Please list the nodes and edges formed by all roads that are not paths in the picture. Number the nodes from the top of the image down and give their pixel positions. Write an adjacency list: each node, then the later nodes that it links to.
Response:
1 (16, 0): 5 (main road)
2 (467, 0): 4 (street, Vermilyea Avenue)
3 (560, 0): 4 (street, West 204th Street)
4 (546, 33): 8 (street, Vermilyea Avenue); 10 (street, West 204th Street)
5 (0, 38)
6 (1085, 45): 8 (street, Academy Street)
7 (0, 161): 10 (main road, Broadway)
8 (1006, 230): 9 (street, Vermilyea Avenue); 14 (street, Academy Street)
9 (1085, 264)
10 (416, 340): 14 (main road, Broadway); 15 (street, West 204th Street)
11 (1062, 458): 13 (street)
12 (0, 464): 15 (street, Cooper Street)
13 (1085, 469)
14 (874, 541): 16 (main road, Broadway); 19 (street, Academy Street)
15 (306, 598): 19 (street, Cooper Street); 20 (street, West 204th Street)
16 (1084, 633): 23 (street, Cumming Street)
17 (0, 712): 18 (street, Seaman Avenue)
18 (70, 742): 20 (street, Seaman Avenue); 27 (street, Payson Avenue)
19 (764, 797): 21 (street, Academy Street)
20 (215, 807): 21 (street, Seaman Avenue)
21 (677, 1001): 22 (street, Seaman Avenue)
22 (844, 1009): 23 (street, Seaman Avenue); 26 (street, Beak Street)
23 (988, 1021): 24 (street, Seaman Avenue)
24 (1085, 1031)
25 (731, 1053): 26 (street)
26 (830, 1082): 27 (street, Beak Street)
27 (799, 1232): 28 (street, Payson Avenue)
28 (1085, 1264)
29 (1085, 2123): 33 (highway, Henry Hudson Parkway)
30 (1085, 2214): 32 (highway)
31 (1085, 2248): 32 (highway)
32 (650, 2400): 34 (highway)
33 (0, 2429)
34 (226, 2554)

======

> **Work request**:
All of the material, restated exactly, is the expected result.

> **Answer area**:
Please list the nodes and edges formed by all roads that are not paths in the picture. Number the nodes from the top of the image down and give their pixel positions. Write an adjacency list: each node, then the later nodes that it links to.
Response:
1 (16, 0): 5 (main road)
2 (467, 0): 4 (street, Vermilyea Avenue)
3 (560, 0): 4 (street, West 204th Street)
4 (546, 33): 8 (street, Vermilyea Avenue); 10 (street, West 204th Street)
5 (0, 38)
6 (1085, 45): 8 (street, Academy Street)
7 (0, 161): 10 (main road, Broadway)
8 (1006, 230): 9 (street, Vermilyea Avenue); 14 (street, Academy Street)
9 (1085, 264)
10 (416, 340): 14 (main road, Broadway); 15 (street, West 204th Street)
11 (1062, 458): 13 (street)
12 (0, 464): 15 (street, Cooper Street)
13 (1085, 469)
14 (874, 541): 16 (main road, Broadway); 19 (street, Academy Street)
15 (306, 598): 19 (street, Cooper Street); 20 (street, West 204th Street)
16 (1084, 633): 23 (street, Cumming Street)
17 (0, 712): 18 (street, Seaman Avenue)
18 (70, 742): 20 (street, Seaman Avenue); 27 (street, Payson Avenue)
19 (764, 797): 21 (street, Academy Street)
20 (215, 807): 21 (street, Seaman Avenue)
21 (677, 1001): 22 (street, Seaman Avenue)
22 (844, 1009): 23 (street, Seaman Avenue); 26 (street, Beak Street)
23 (988, 1021): 24 (street, Seaman Avenue)
24 (1085, 1031)
25 (731, 1053): 26 (street)
26 (830, 1082): 27 (street, Beak Street)
27 (799, 1232): 28 (street, Payson Avenue)
28 (1085, 1264)
29 (1085, 2123): 33 (highway, Henry Hudson Parkway)
30 (1085, 2214): 32 (highway)
31 (1085, 2248): 32 (highway)
32 (650, 2400): 34 (highway)
33 (0, 2429)
34 (226, 2554)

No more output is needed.